Here is the game set up:

The game itself is a triangular block with 15 holes in it. These holes are in parallel rows; starting with 1 hole at the top, then 2, then 3, and so on until there are 5 holes at the bottom. The player is given 14 pegs which they can arrange in any way they want at the start of the game as long as there is one hole left empty.

Here is a picture for reference:

playing board

The rules are simple:

  1. 14 of the 15 holes must have a peg in them to start.
  2. Only one peg can be moved at a time.
  3. In order to make a move, the peg of choice must jump over another peg and into an empty space.
  4. Once the peg of choice is placed into its new hole, the peg that was jumped over must be removed from the triangular block.
  5. Keep jumping pegs until you can no longer make any moves.
  6. You can only jump one peg at a time.
  7. You can not jump over empty holes.
  8. You can not move pegs into adjacent empty holes unless a separate peg was jumped.
  9. Once all moves are made... if only one peg is left, then you have won!

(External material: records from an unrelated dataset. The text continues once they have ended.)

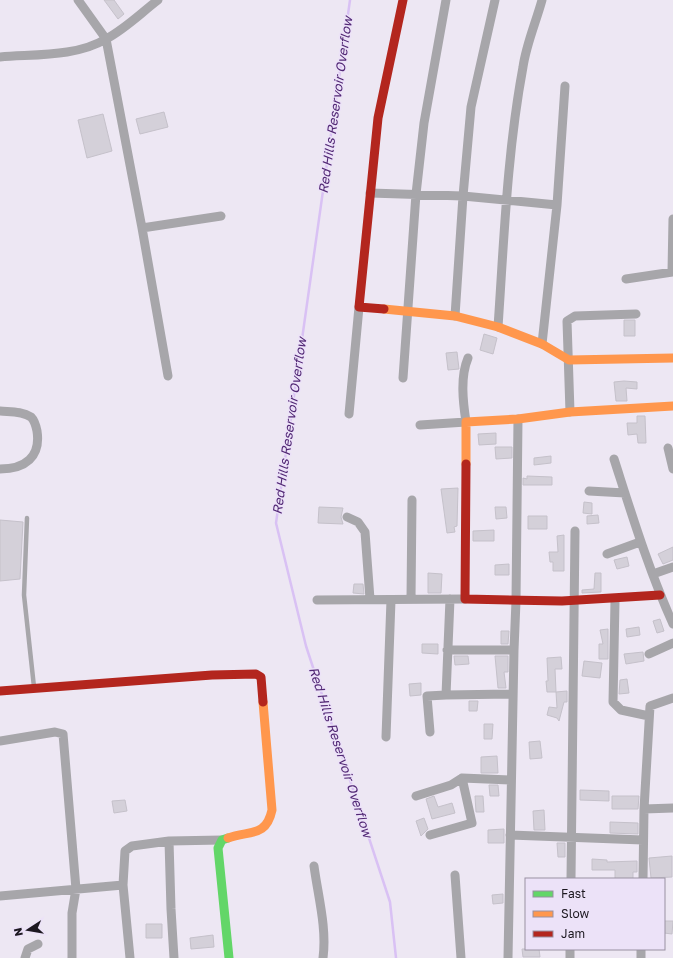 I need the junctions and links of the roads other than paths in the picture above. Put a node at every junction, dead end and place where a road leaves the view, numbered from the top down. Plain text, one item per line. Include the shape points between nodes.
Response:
1 (78, 0) edge
2 (158, 0) edge
3 (403, 0) edge
4 (446, 0) edge
5 (495, 0) edge
6 (542, 0) edge
7 (106, 39) junction
8 (0, 57) edge
9 (565, 86) dead end
10 (370, 193) junction
11 (416, 194) junction
12 (462, 196) junction
13 (507, 200) junction
14 (557, 205) junction
15 (221, 216) dead end
16 (672, 219) edge
17 (142, 228) junction
18 (672, 272) edge
19 (626, 279) dead end
20 (359, 307) junction
21 (407, 310) junction
22 (636, 314) dead end
23 (455, 316) junction
24 (498, 327) junction
25 (542, 344) junction
26 (468, 358) dead end
27 (673, 358) edge
28 (569, 360) junction
29 (168, 376) dead end
30 (403, 378) dead end
31 (673, 406) edge
32 (0, 411) edge
33 (570, 412) junction
34 (349, 414) dead end
35 (518, 420) junction
36 (466, 422) junction
37 (420, 425) dead end
38 (668, 448) dead end
39 (614, 460) dead end
40 (0, 469) edge
41 (673, 469) edge
42 (589, 491) dead end
43 (625, 493) junction
44 (412, 500) dead end
45 (348, 517) dead end
46 (27, 518) dead end
47 (575, 531) dead end
48 (640, 542) junction
49 (607, 554) dead end
50 (673, 567) edge
51 (653, 574) junction
52 (660, 595) junction
53 (450, 598) junction
54 (370, 599) junction
55 (411, 599) junction
56 (465, 599) junction
57 (317, 600) dead end
58 (391, 600) junction
59 (516, 601) junction
60 (615, 601) junction
61 (575, 602) junction
62 (673, 624) edge
63 (673, 643) edge
64 (447, 650) junction
65 (514, 650) junction
66 (649, 654) dead end
67 (34, 689) junction
68 (0, 692) edge
69 (513, 694) junction
70 (446, 695) junction
71 (673, 698) edge
72 (649, 716) junction
73 (430, 732) dead end
74 (386, 737) dead end
75 (0, 741) edge
76 (462, 778) junction
77 (512, 780) junction
78 (416, 796) dead end
79 (673, 808) edge
80 (644, 809) junction
81 (430, 835) dead end
82 (510, 835) junction
83 (572, 838) junction
84 (222, 840) junction
85 (643, 840) junction
86 (170, 841) junction
87 (314, 866) dead end
88 (455, 875) dead end
89 (572, 878) edge
90 (643, 878) edge
91 (123, 885) junction
92 (76, 889) junction
93 (0, 896) edge
94 (38, 944) dead end
95 (72, 957) edge
96 (25, 958) edge
97 (130, 958) edge
98 (174, 958) edge
99 (229, 958) edge
100 (323, 958) edge
101 (461, 958) edge
102 (508, 958) edge

1 - 7 street
2 - 7 street
3 - 10 street via 378,118
4 - 11 street via 424,123
5 - 12 street via 471,107
6 - 13 street via 523,65
7 - 8 street via 69,52
7 - 17 street
9 - 14 street
10 - 11 street
10 - 20 street
11 - 12 street
11 - 21 street
12 - 13 street
12 - 23 street
13 - 14 street
13 - 24 street
14 - 25 street
15 - 17 street
16 - 18 street
17 - 29 street
18 - 19 street
20 - 21 street
20 - 34 street
21 - 23 street
21 - 30 street
22 - 28 street via 570,318 566,326
23 - 24 street
24 - 25 street
25 - 28 street
26 - 36 street via 463,391
27 - 28 street
28 - 33 street
31 - 33 street
32 - 40 street via 21,412 32,417 38,440 31,458 21,466
33 - 35 street
35 - 36 street
35 - 59 street
36 - 37 street
36 - 56 street
38 - 41 street
39 - 43 street
42 - 43 street
43 - 48 street
44 - 55 street
45 - 54 street via 358,522 364,532
46 - 67 lane via 24,595
47 - 61 street
48 - 49 street
48 - 51 street
50 - 51 street
51 - 52 street
52 - 60 street
52 - 62 street
53 - 55 street
53 - 56 street
53 - 64 street
54 - 57 street
54 - 58 street
55 - 58 street
56 - 59 street
58 - 74 street
59 - 61 street
59 - 65 street
60 - 61 street
60 - 72 street via 613,702 621,710
61 - 83 street
63 - 66 street
64 - 65 street
64 - 70 street
65 - 69 street
67 - 68 street
67 - 84 street via 212,675 256,674 261,677 271,821 267,827 255,832
69 - 70 street
69 - 77 street
70 - 73 street via 427,696
71 - 72 street via 650,706
72 - 80 street
75 - 92 street via 54,732 63,734
76 - 77 street
76 - 78 street via 451,785
76 - 81 street via 472,823
77 - 82 street
79 - 80 street
80 - 85 street
82 - 83 street
82 - 102 street
83 - 85 street
83 - 89 street
84 - 86 street
84 - 99 street via 218,848 218,864
85 - 90 street
86 - 91 street via 128,848 123,856
86 - 98 street
87 - 100 street via 323,926
88 - 101 street
91 - 92 street
91 - 97 street
92 - 93 street
92 - 95 street via 72,913
94 - 96 street via 28,949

This is how the game is cocky...

  • "Leave only one- you're a genius"
  • "Leave two and you're purty smart"
  • "Leave three and you're just plain dumb"
  • "Leave four or mor'n you're just plain 'EG-NO-RA-MOOSE'"

These are comments actually written on the game board, which can be seen in the picture above.

Going into this game without a strategy will more often than not leave you with three or four pegs left.

I know of one way to beat the game which I found online:

Board with numbers

  • Move peg 4 to position 1.

  • Move peg 6 to position 4.

  • Move peg 1 to position 6.

  • Move peg 7 to position 2.

  • Move peg 13 to position 4.

  • Move peg 2 to position 7.

  • Move peg 10 to position 8.

  • Move peg 7 to position 9.

  • Move peg 15 to position 13.

  • Move peg 12 into position 14.

  • Move peg 6 to position 13.

  • Move peg 14 to position 12.

  • Move peg 11 to position 13.

Here is the link: https://blog.crackerbarrel.com/2021/08/13/how-to-solve-the-cracker-barrel-peg-game/

They list one more way to solve, but there can't possibly be only two ways to win this game. Please let me know how many ways there are to win and how I should arrange my pins at the start for optimal winning chances! :)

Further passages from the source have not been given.